Records excerpted from a collection

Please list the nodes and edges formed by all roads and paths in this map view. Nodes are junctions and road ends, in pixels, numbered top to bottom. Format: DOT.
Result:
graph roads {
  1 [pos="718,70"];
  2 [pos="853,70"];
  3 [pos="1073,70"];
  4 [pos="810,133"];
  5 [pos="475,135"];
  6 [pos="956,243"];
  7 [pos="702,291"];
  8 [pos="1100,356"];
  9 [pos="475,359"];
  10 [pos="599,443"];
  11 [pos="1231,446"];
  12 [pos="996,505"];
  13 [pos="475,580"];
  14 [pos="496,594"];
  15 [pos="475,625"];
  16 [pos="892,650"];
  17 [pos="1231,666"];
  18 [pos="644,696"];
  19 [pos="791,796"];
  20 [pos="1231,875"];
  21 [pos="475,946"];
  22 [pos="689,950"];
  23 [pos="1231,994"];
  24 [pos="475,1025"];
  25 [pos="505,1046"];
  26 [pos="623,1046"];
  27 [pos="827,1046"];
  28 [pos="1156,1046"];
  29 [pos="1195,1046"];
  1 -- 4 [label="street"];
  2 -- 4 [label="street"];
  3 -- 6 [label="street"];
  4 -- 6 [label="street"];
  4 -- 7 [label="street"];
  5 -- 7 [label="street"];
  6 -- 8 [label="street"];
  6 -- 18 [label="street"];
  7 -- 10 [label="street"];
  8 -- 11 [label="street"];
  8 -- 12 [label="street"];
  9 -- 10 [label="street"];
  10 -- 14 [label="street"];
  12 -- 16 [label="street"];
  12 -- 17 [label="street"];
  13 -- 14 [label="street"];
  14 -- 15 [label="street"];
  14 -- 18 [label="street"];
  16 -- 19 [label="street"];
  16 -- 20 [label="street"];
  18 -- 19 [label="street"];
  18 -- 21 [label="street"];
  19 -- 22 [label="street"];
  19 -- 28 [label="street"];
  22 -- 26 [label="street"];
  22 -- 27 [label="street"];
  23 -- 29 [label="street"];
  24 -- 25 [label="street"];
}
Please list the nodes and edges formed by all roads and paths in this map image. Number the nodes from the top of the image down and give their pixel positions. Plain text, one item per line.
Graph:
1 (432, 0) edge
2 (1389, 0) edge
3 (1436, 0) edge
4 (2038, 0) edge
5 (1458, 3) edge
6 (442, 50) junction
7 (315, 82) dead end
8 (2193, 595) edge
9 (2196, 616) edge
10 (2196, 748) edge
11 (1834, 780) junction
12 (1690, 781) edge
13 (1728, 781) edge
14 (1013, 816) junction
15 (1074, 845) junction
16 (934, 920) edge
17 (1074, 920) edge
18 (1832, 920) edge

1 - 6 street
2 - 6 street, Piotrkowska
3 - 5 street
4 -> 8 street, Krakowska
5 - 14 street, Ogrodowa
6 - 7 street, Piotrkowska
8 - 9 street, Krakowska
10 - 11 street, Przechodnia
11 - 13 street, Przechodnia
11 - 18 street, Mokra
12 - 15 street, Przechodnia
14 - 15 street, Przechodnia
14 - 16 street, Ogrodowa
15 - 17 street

> **EXERCISE GOAL**
Would you state how many lines of the data above hold the string "Przechodnia"? Reply with the number alone.

> **WRITTEN RESPONSE**
4